• Problem requirements
Look through the entries that follow and return each line that has the string "Willoby".

Collected data entries:
********

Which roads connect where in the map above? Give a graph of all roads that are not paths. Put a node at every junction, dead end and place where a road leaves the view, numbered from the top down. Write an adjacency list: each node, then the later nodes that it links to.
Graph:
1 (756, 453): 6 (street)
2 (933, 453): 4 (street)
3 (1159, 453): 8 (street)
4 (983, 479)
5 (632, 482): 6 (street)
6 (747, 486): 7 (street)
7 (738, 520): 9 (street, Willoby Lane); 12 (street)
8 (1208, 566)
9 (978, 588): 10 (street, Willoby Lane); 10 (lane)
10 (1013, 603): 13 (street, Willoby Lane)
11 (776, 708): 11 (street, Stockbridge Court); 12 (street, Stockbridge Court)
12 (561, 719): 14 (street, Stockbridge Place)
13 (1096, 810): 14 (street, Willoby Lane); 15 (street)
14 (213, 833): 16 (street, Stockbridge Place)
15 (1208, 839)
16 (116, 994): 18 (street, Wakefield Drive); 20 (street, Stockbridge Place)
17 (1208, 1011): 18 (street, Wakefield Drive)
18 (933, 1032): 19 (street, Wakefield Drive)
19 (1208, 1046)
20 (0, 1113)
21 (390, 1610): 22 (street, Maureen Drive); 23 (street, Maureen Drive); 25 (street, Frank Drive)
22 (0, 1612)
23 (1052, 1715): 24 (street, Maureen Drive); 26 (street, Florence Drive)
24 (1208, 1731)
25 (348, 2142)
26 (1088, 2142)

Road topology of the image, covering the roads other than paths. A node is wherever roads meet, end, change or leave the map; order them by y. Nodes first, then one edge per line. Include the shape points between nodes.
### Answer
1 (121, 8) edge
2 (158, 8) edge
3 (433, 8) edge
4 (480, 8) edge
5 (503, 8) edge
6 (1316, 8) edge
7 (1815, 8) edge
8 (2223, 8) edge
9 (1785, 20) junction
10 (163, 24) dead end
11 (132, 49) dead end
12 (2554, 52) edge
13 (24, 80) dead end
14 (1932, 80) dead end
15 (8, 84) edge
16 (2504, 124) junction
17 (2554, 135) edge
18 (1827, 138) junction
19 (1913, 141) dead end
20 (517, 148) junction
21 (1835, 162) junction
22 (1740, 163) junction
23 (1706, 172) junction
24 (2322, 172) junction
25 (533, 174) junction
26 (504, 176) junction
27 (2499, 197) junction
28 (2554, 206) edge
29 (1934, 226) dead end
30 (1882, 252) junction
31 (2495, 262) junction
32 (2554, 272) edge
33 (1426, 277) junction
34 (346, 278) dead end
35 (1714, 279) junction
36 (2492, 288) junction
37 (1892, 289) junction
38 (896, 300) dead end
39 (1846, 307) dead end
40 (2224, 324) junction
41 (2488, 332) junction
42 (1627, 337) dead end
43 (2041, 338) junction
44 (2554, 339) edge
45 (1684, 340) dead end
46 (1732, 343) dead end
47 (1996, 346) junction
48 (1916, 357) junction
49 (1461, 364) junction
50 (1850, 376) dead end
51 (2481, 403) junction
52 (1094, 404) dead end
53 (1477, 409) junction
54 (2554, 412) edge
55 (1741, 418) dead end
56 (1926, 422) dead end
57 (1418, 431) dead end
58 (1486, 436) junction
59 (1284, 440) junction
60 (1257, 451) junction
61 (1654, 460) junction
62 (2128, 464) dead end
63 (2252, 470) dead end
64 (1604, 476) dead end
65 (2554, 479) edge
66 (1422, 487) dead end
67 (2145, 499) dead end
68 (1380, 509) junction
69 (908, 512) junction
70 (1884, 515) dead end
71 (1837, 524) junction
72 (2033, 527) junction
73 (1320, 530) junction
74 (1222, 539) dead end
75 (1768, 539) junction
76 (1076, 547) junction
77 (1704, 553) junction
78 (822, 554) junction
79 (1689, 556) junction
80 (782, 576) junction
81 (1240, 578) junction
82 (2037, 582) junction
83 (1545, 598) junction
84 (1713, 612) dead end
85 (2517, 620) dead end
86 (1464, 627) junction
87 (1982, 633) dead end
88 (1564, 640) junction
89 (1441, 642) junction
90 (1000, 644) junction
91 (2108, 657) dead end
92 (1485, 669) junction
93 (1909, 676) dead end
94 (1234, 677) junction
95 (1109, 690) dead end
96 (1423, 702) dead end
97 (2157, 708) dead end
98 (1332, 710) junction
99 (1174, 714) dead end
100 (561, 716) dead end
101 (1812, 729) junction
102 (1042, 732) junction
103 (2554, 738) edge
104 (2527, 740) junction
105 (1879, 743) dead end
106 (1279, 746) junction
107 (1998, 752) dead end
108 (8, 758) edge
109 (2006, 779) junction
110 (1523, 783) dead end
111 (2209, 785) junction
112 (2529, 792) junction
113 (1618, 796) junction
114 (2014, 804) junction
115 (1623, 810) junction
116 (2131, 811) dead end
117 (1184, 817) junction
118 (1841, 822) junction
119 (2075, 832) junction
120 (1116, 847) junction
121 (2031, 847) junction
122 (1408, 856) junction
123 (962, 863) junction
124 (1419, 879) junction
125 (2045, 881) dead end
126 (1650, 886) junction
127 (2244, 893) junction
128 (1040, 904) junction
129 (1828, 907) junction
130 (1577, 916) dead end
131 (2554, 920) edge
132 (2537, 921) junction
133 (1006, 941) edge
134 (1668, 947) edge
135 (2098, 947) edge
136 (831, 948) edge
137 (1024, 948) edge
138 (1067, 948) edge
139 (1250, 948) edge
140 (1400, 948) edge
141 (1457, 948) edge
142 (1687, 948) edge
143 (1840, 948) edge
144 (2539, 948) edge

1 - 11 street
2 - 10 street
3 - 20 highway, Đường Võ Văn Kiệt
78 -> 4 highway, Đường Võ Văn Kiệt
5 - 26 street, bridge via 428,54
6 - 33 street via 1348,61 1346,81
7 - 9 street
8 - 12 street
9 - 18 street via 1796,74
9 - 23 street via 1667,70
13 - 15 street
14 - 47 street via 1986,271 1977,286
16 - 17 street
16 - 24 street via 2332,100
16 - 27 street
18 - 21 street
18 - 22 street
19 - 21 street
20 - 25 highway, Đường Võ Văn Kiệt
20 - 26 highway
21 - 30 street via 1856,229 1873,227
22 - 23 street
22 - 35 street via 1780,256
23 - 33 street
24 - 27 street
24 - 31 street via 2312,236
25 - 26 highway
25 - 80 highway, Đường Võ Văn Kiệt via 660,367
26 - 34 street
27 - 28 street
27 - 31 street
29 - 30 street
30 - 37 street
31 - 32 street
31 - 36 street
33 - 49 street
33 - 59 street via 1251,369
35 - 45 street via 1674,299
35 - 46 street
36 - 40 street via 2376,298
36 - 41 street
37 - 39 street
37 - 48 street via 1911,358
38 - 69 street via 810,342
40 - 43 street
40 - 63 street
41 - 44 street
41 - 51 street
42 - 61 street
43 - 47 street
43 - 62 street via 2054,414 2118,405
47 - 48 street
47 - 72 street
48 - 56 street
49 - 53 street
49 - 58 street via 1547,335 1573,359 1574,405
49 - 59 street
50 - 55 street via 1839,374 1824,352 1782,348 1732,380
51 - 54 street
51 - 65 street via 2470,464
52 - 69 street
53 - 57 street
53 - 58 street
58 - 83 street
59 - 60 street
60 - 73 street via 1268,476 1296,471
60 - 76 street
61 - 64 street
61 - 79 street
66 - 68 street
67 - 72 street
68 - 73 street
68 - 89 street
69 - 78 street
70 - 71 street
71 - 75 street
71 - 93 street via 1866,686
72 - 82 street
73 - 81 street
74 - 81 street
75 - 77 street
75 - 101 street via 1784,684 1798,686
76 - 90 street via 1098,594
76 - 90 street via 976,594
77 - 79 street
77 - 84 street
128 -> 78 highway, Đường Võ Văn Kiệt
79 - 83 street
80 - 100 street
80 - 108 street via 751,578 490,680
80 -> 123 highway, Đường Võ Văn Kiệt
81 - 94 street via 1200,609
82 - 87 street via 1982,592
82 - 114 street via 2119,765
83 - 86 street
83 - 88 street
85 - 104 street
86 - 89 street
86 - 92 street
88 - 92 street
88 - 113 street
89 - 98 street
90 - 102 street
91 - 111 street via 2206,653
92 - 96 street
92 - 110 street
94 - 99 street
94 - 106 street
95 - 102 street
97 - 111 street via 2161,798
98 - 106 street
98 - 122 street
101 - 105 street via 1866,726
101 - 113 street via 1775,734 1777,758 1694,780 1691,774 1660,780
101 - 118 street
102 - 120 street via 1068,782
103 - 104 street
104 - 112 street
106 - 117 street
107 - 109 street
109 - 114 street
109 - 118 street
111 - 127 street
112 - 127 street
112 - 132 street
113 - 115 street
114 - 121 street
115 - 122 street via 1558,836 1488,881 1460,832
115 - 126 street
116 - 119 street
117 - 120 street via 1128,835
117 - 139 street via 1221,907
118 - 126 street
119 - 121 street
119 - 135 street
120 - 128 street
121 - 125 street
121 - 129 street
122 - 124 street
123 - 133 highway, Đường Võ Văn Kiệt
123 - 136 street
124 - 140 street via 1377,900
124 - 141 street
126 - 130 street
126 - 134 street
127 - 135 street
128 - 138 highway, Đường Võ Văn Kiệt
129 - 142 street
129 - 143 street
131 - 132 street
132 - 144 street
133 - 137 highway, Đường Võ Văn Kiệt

********

• Response below
7 (738, 520): 9 (street, Willoby Lane); 12 (street)
9 (978, 588): 10 (street, Willoby Lane); 10 (lane)
10 (1013, 603): 13 (street, Willoby Lane)
13 (1096, 810): 14 (street, Willoby Lane); 15 (street)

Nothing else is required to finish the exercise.